UTF-8 Good, Windows-1252 Bad
So I’m using sidekiq, with sidekiq-scheduler at work in production to handle background tasks. Well, the other night around 10pm, just as I was settling down to watch the last episode of Mad Men, all hell broke lose.
After digging through the logs to find out what happened, all I could find was this
2012-05-07T01:59:10Z 24340 TID-fmbc0 ERROR: Manager#assign died
2012-05-07T01:59:10Z 24340 TID-fmbc0 ERROR: "\xC3" on US-ASCII
2012-05-07T01:59:10Z 24340 TID-fmbc0 ERROR: /home/web_apps/dream/shared/bundle/ruby/1.9.1/gems/json-1.6.6/lib/json/common.rb:148:in `encode'
None of the stack trace bubbled up to my app, so I knew I had no chance at rescuing from an exception. That left me with one thing to do, try and figure out what the heck caused this. Fortunately, I was able to lean on a few more seasoned colleagues of mine for advice.

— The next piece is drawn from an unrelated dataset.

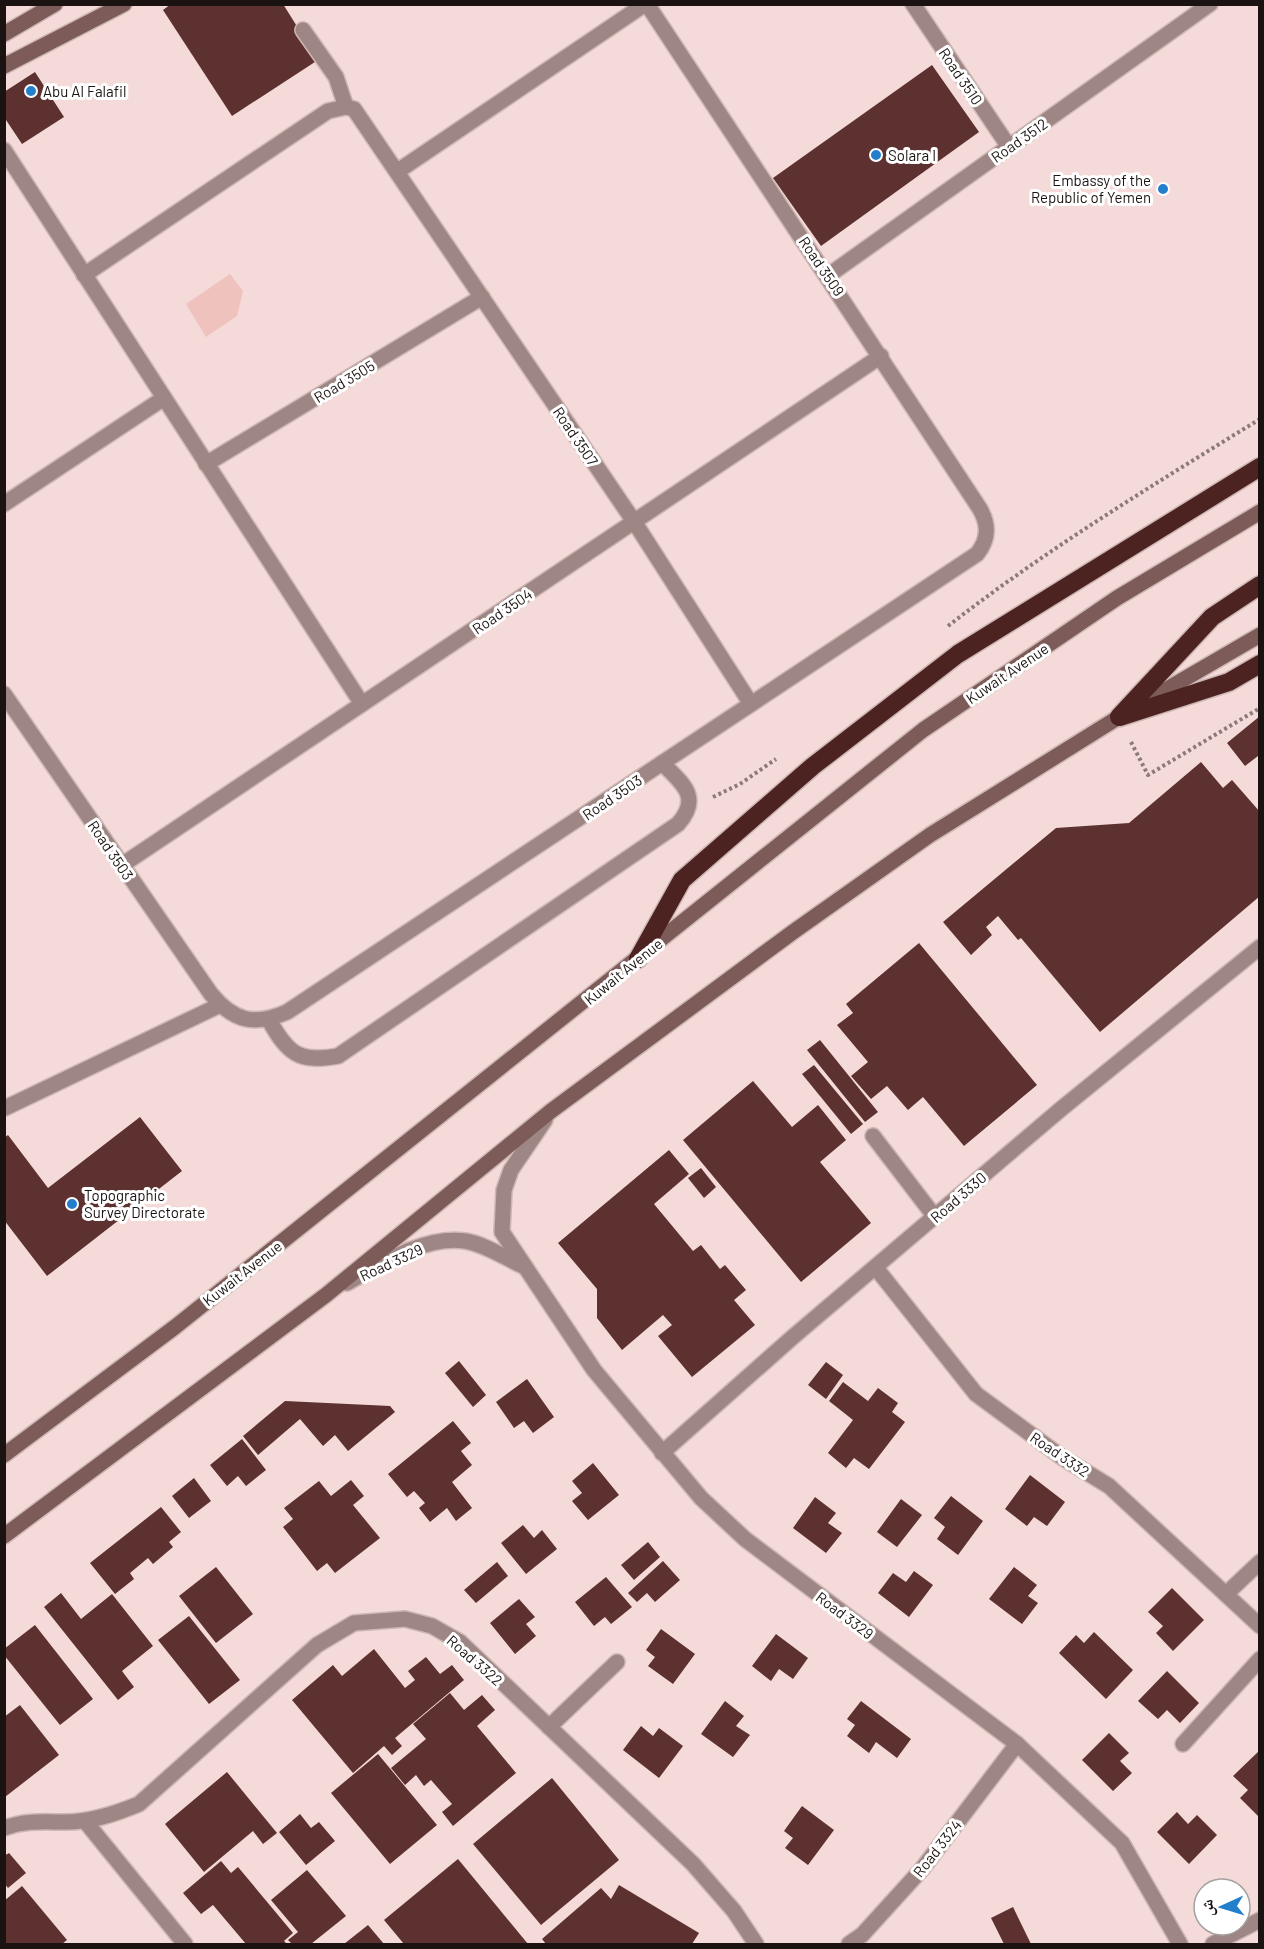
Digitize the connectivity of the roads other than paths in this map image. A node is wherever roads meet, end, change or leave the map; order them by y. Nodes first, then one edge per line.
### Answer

After some discussion, we landed on our app being sent a windows-1252 encoded character, and trying to parse it as UTF-8.
So, to combat such things, we came up with this:
# This method exists because it has been shown that we cannot
# trust data coming from facebook
#
def clean_fb_str(str)
ic = Iconv.new('UTF-8//IGNORE', 'UTF-8')
if str == ic.iconv(str)
# valid UTF-8 string should match its iconv version
str
else
# UTF-8 conversion changed string, force windows-1252 into utf-8
windows_ic = Iconv.new('UTF-8//IGNORE//TRANSLIT', 'WINDOWS-1252')
windows_ic.iconv(str)
end
end
Seems to do the job, as we haven’t yet had a reoccurrence of the issue.
NOTE: After deploying this on ruby-1.9.3, I’ve noticed we are getting deprecation warnings. I suppose we should be using String#encode instead.